Ab initio calculations of Fano interference in multi-Weyl semimetals

Abstract

This project aims to investigate the Fano interference in multi-Weyl semimetals, beginning with the triple-Weyl case ($J=3$), followed by double ($J=2$) and single ($J=1$) cases, where $J$ denotes the topological charge. According to Phys. Rev.

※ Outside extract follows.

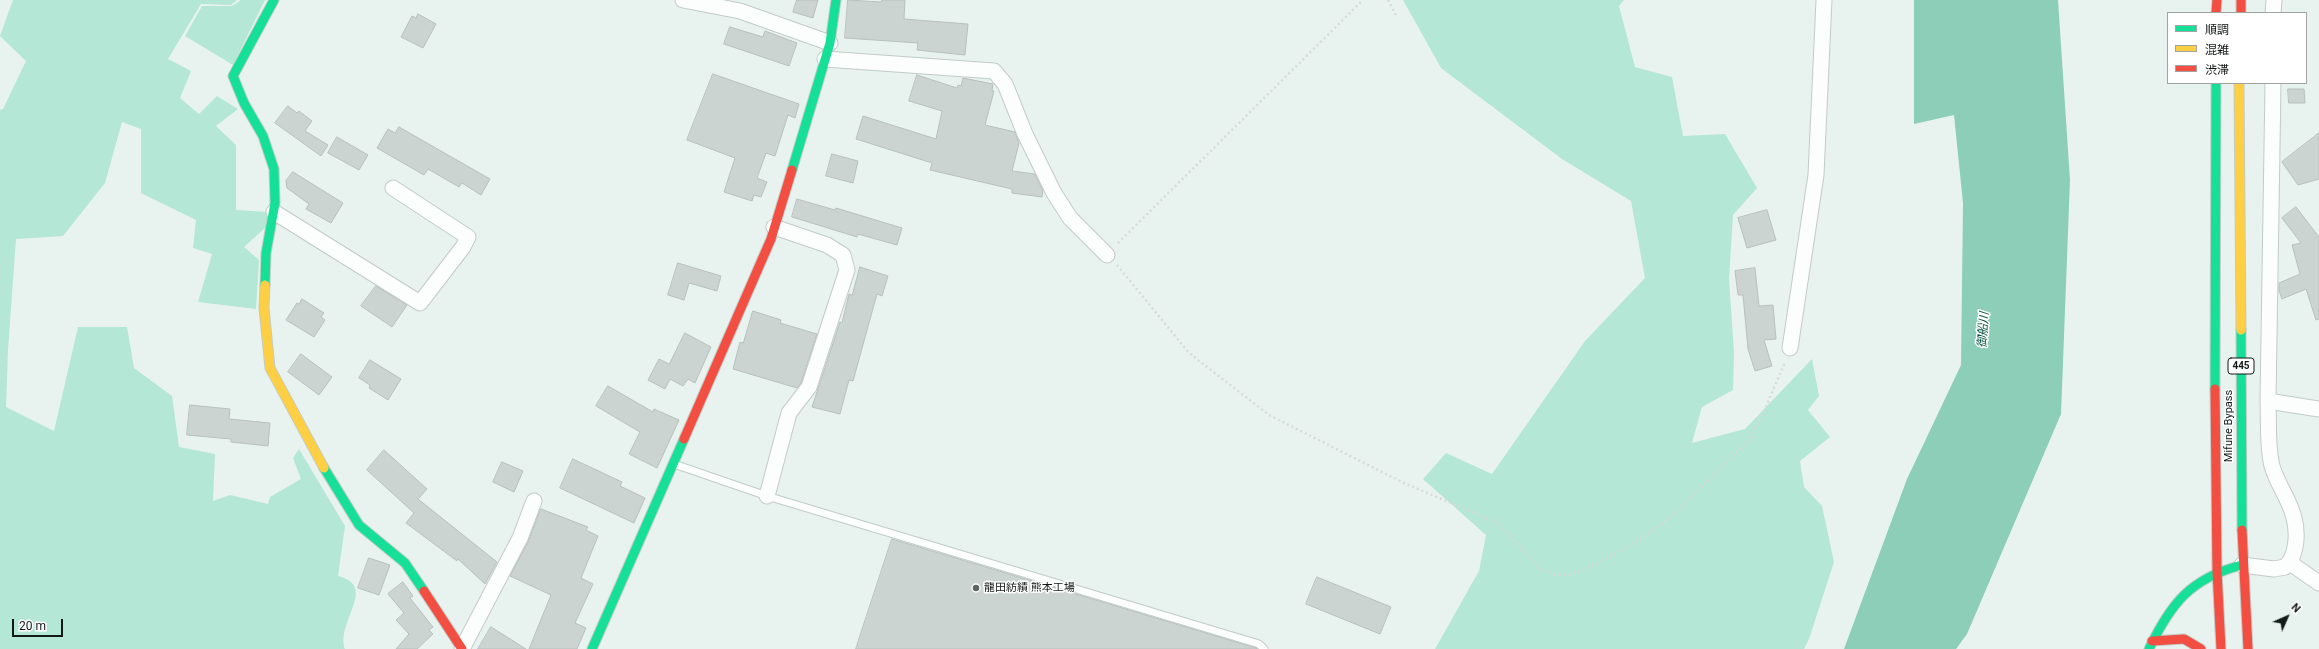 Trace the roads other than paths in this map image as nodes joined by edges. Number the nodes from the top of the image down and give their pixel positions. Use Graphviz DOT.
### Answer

B105, 235135 (2022) [1], in the low-energy approximation (effective model), the Fano parameter $q_{J}$ is determined by the angle of the corresponding rotational symmetry group $C_{2J}$ of the crystal, specifically for $J=3$. Notably, $q_{J}$ quantifies the interference in the local density of states (LDOS) induced by an impurity, defined as the ratio of the real and imaginary parts of the pristine system's retarded Green's Function (GF) [1]. Multi-Weyl semimetals exist if $C_{2J}$ satisfies the condition $J\leq3$ according to Phys. Rev. Lett.108, 266802 (2012) [2]. However, due to the limitations of the approximation in [1], the relationship between $q_{J}$ and $C_{2J}$ has not been established for $J=2$ and $J=1$. Understanding $q_{J}$ is essential for determining the topological charge via quantum transport analyses, as shown in [1]; from the Fano spectral line, one can extract $q_{J}$ and, through its relationship with $J$, identify the topological charge value. To overcome the limitations of the effective model, we will implement ab initio calculations based on Density Functional Theory (DFT) to determine the GF. These DFT calculations will be complemented by the Kramers-Kronig transformation, as standard DFT analysis provides the LDOS (proportional to the imaginary part of the GF), and the transformation yields the real part of the GF from the imaginary part. A parallel approach using wannierization will also be conducted. In this way, we will revisit the $J=3$ case from [1] and extend the study to cases with $J=2$ and $J=1$. The methodology will utilize the quantum espresso, wannier90 and wanniertools packages. (AU)